Ray formed the group on a lark with long-time collaborator Oliver Leiber, son of rock legend Jerry Leiber, only to see their debut single “Sucker for Love” catch fire. It went to No. 9 last month on the Classic Rock Radio charts, after finding a champion in Little Steven of E Street Band fame. Already busy with McCartney, Ray now has a bustling side project to throw himself into, as well.
Ray and Leiber are joined by occasional contributors including Aerosmith’s Steven Tyler, Scott Shriner of Weezer and Lucrecia Lopez Sanz of the Argentine band Nube Nueve, among others. Their latest single will premiere exclusively via Little Steven’s Underground Garage program on May 17. By then, Ray will have already packed a handful of Bayonets appearances in before rejoining McCartney for a return to America on the “Out There” tour, beginning May 18.
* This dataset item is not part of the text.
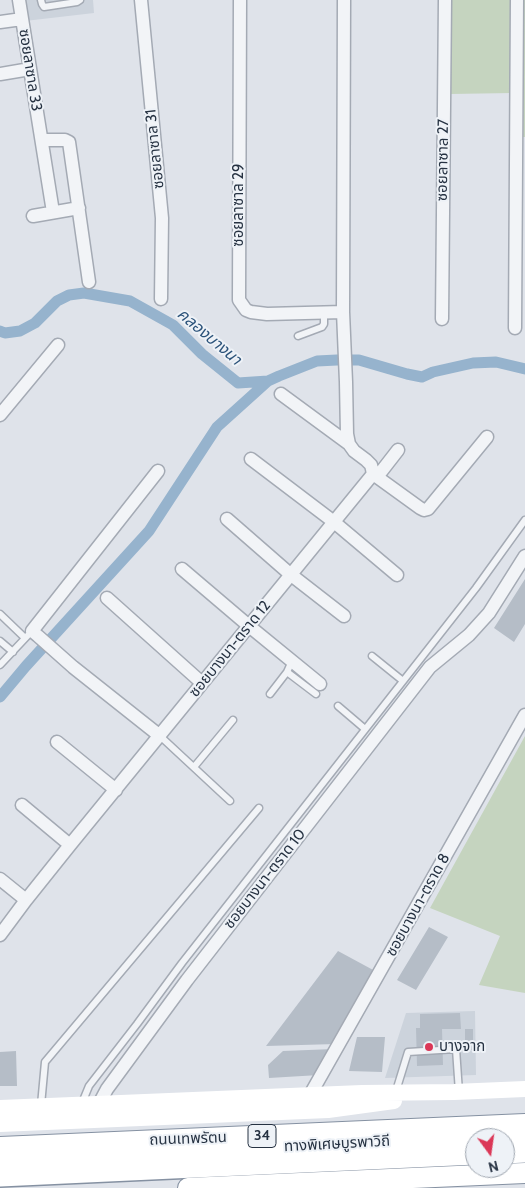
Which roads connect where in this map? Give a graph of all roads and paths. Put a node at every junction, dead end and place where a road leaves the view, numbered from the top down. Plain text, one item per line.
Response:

The versatile Ray, who takes over on bass when McCartney switches instruments, has been a member of the former Beatle’s long-standing current solo group since 2002, when Ray debuted before a worldwide audience at the Super Bowl. Speaking from a hotel room in Brazil, Ray took some time to sort through this whirlwind of activity in an exclusive SER Sitdown — touching on the Bayonets and McCartney, of course, but also how earlier career intersections with Etta James and Smokey Robinson helped pave the way …
NICK DERISO: You started with what you thought was a one-off gig at the Super Bowl, right? What went through your mind when McCartney asked you to join his band?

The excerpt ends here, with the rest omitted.